Fail quickly. On driving home from the airport recently, I tuned into the middle of a BBC show. In it, four delightfully British people were talking about the advantages of the Internet for startups. Four times, one of the top three reasons stated was the ability to fail quickly: Think it up, put it up, see if people like it. If they don’t, take it down. Gather lessons learned, dissolve, move on.
Example: You want to open a store. In the old world, that meant finding space, then signing a year’s lease. Online? Try it out. If it doesn’t work, take it down. Fail quickly.
This is all great, unless you’d just spent cash money on the product or service. Or you really liked the thing that failed quickly.
Another example: Your salon gets you completely hooked on some new hair-care product. You agree: It’s the best. Then, six months later, they don’t carry it anymore. You reluctantly try the new thing. Get hooked. Six months later …
In the rolling transition to “all things IP” (Internet protocol), one benefit comes up a lot: service velocity. Launch new services more quickly. Say goodbye to the dreary muck that is hooking into back-office systems that grew up in the proprietary-heavy past. Keep content fresh. Add new features in eight weeks, not 18 months.
Service velocity is everything you’ve seen happen with “the guide,” all tightened up, studded with graphics and available in ways that aren’t constrained to the remote control: on an iPad, on your smartphone.
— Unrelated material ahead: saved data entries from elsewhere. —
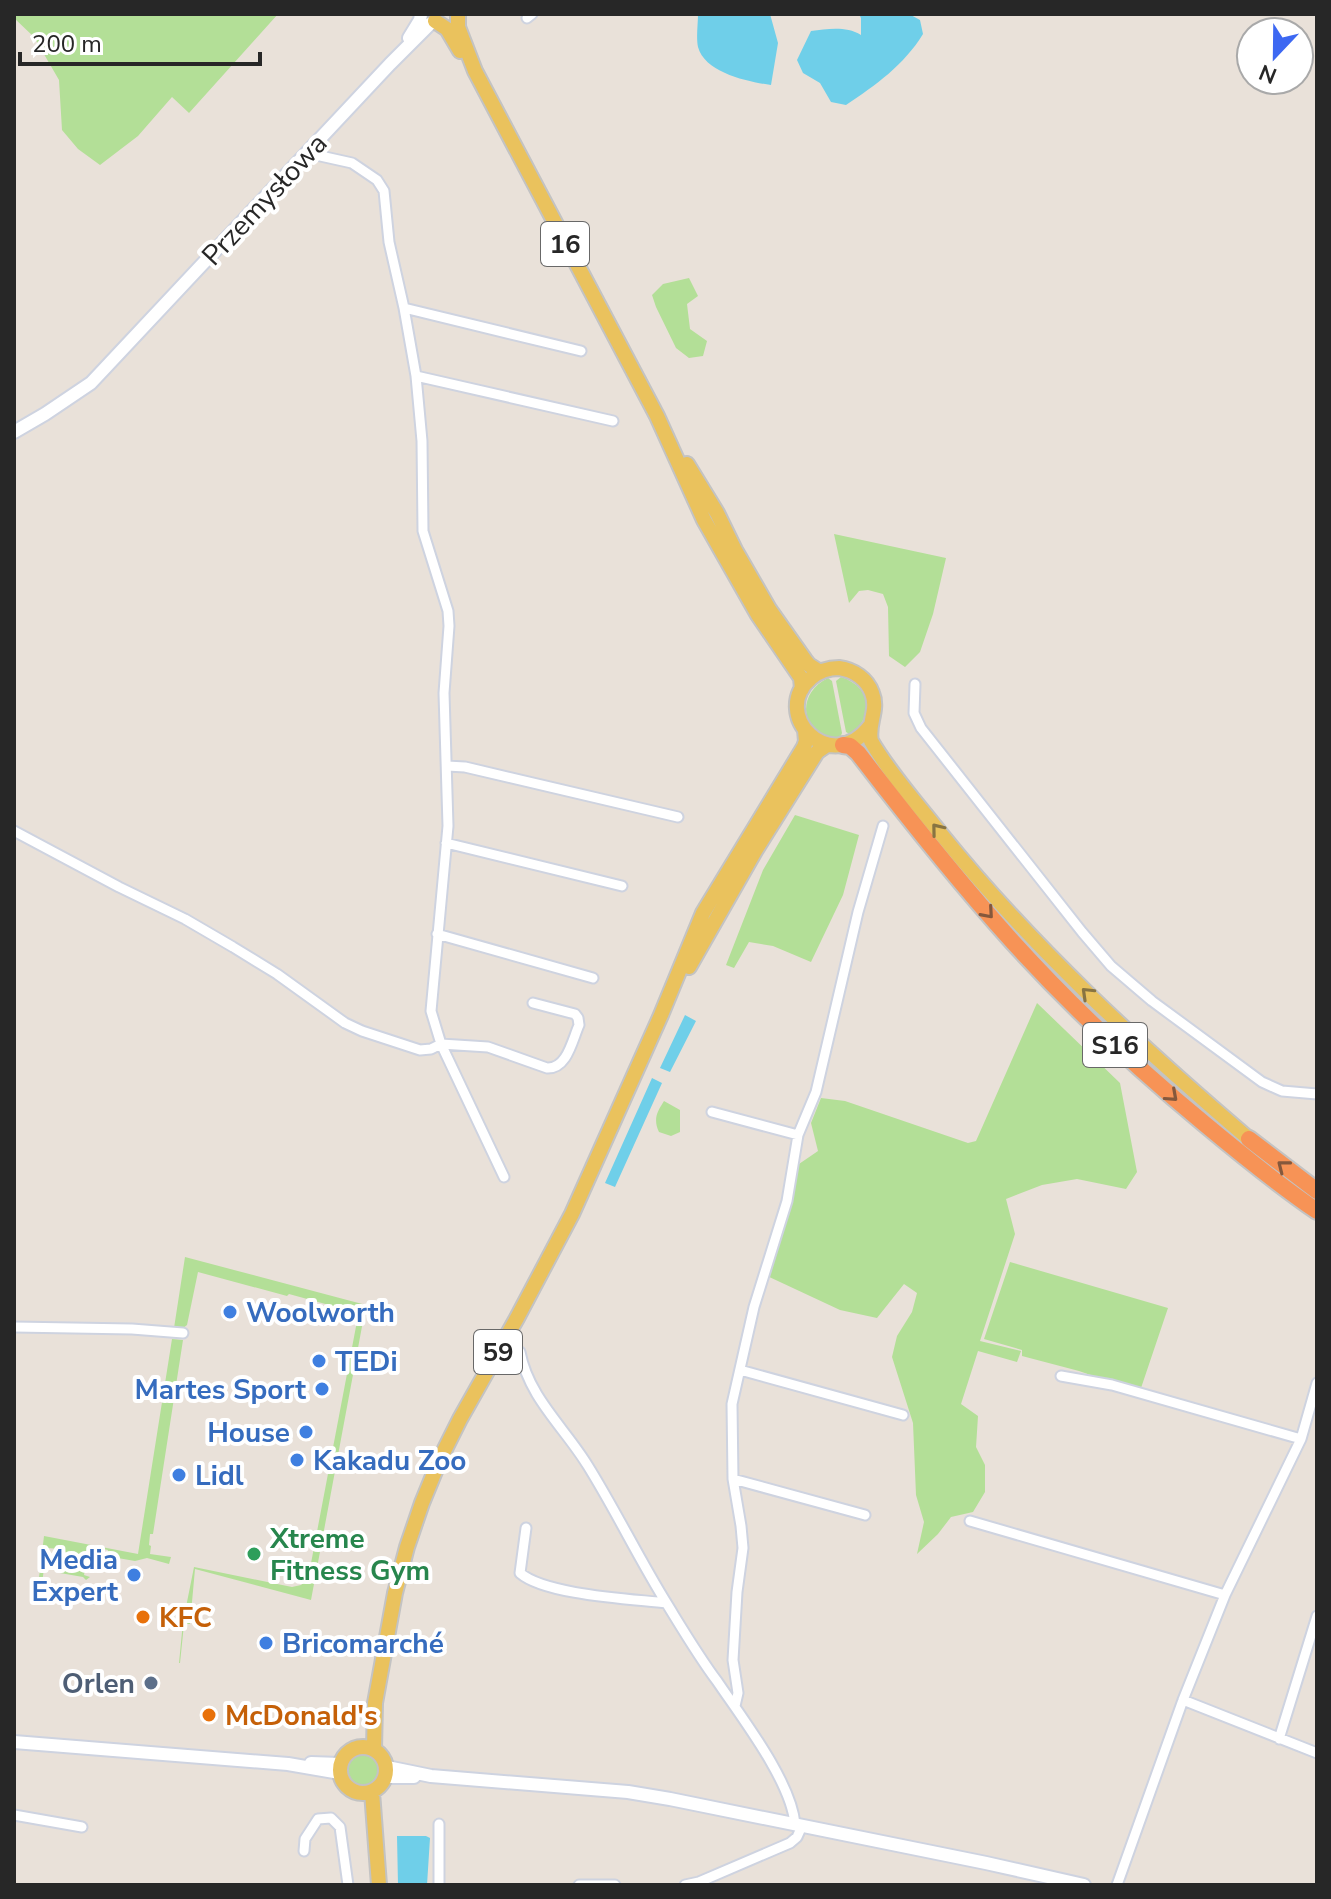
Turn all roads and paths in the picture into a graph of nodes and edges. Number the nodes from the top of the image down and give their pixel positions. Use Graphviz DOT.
graph roads {
  1 [pos="458,14"];
  2 [pos="427,16"];
  3 [pos="475,71"];
  4 [pos="307,153"];
  5 [pos="404,308"];
  6 [pos="581,351"];
  7 [pos="416,376"];
  8 [pos="657,416"];
  9 [pos="613,421"];
  10 [pos="14,432"];
  11 [pos="820,672"];
  12 [pos="915,684"];
  13 [pos="802,689"];
  14 [pos="870,726"];
  15 [pos="805,730"];
  16 [pos="835,745"];
  17 [pos="447,766"];
  18 [pos="678,817"];
  19 [pos="883,826"];
  20 [pos="14,831"];
  21 [pos="446,843"];
  22 [pos="622,886"];
  23 [pos="437,934"];
  24 [pos="593,978"];
  25 [pos="533,1003"];
  26 [pos="661,1015"];
  27 [pos="441,1044"];
  28 [pos="1317,1094"];
  29 [pos="712,1112"];
  30 [pos="798,1135"];
  31 [pos="1249,1139"];
  32 [pos="504,1177"];
  33 [pos="1317,1191"];
  34 [pos="1317,1211"];
  35 [pos="14,1327"];
  36 [pos="183,1333"];
  37 [pos="520,1352"];
  38 [pos="740,1370"];
  39 [pos="1061,1376"];
  40 [pos="1317,1383"];
  41 [pos="903,1415"];
  42 [pos="1301,1439"];
  43 [pos="733,1479"];
  44 [pos="865,1515"];
  45 [pos="970,1521"];
  46 [pos="526,1528"];
  47 [pos="1225,1595"];
  48 [pos="666,1603"];
  49 [pos="1317,1616"];
  50 [pos="1183,1700"];
  51 [pos="735,1706"];
  52 [pos="1279,1739"];
  53 [pos="14,1742"];
  54 [pos="368,1748"];
  55 [pos="1317,1753"];
  56 [pos="340,1769"];
  57 [pos="386,1772"];
  58 [pos="366,1792"];
  59 [pos="14,1815"];
  60 [pos="439,1824"];
  61 [pos="799,1825"];
  62 [pos="82,1827"];
  63 [pos="304,1851"];
  64 [pos="348,1885"];
  65 [pos="371,1885"];
  66 [pos="379,1885"];
  67 [pos="439,1885"];
  68 [pos="579,1885"];
  69 [pos="615,1885"];
  70 [pos="685,1885"];
  71 [pos="1084,1885"];
  72 [pos="1117,1885"];
  1 -- 2 [label="main road, 16"];
  1 -- 3 [label="main road, 16"];
  2 -- 3 [label="main road, 16"];
  2 -- 4 [label="street, Przemysłowa"];
  3 -- 8 [label="main road, 16"];
  4 -- 5 [label="street"];
  4 -- 10 [label="street, Przemysłowa"];
  5 -- 6 [label="street"];
  5 -- 7 [label="street"];
  7 -- 9 [label="street"];
  7 -- 17 [label="street"];
  8 -- 11 [label="main road, 16"];
  8 -- 13 [label="main road, 16"];
  11 -- 13 [label="main road"];
  11 -- 14 [label="main road"];
  12 -- 28 [label="street"];
  13 -- 15 [label="main road, 16"];
  14 -- 16 [label="main road"];
  31 -- 14 [label="main road, S16, one-way"];
  15 -- 16 [label="main road"];
  15 -- 26 [label="main road, 59"];
  16 -- 26 [label="main road, 59"];
  16 -- 34 [label="highway, S16, one-way"];
  17 -- 18 [label="street"];
  17 -- 21 [label="street"];
  19 -- 30 [label="street"];
  20 -- 27 [label="street"];
  21 -- 22 [label="street"];
  21 -- 23 [label="street"];
  23 -- 24 [label="street"];
  23 -- 27 [label="street"];
  25 -- 27 [label="street"];
  26 -- 54 [label="main road, 59"];
  27 -- 32 [label="street"];
  29 -- 30 [label="street"];
  30 -- 38 [label="street"];
  33 -- 31 [label="highway, S16, one-way"];
  35 -- 36 [label="street"];
  37 -- 48 [label="street"];
  38 -- 41 [label="street"];
  38 -- 43 [label="street"];
  39 -- 42 [label="street"];
  40 -- 42 [label="street"];
  42 -- 47 [label="street"];
  43 -- 44 [label="street"];
  43 -- 51 [label="street"];
  45 -- 47 [label="street"];
  46 -- 48 [label="street"];
  47 -- 50 [label="street"];
  48 -- 51 [label="street"];
  49 -- 52 [label="street"];
  50 -- 52 [label="street"];
  50 -- 72 [label="street"];
  51 -- 61 [label="street"];
  52 -- 55 [label="street"];
  53 -- 56 [label="street"];
  54 -- 56 [label="main road"];
  54 -- 57 [label="main road"];
  56 -- 58 [label="main road"];
  57 -- 58 [label="main road"];
  57 -- 61 [label="street"];
  58 -- 65 [label="main road"];
  58 -- 66 [label="main road"];
  59 -- 62 [label="street"];
  60 -- 67 [label="street"];
  61 -- 70 [label="street"];
  61 -- 71 [label="street"];
  63 -- 64 [label="street"];
  68 -- 69 [label="street"];
}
Here’s how people talk about it, culled from an evergrowing batch of notes on the topic of The Big IP Transition: “Development cycles are getting shorter and shorter. For set-tops, we have about 300 developers and quality-assurance (QA) people who do nothing but set-top box software. With those 300 people, we put out a total release of the guide about every 18 months.
“Compare that to the development of an iPad app. We had 10 developers and QA people. Start to finish, we put it out in five months; today we’re on the fourth version of the app. Last year, this time, the tablet wasn’t even in people’s hands.”
That was Comcast executive vice president and chief technology officer Tony Werner, talking to a Canadian audience earlier this year about service velocity. Another part of it, he noted, is the back office. “Five, six years ago, we started to stand up all the back-end systems into Web services.” Goodbye, huge internal integrations; hello, Web-based interfaces to practically everything. Hello, cloud.
Service velocity is important, for obvious reasons. The cloud gets you there. So far, the only obvious examples of “fail quickly” in the video world are those apps, usually not related to video, getting taken down from connected TVs.
Failing quickly, as a byproduct of service velocity, is inevitable. All I ask is this: When you decide something’s a failure, think about how to treat those people who really like it or who just spent hard-earned cash on it. Give us an alternative to try. I thank you in advance.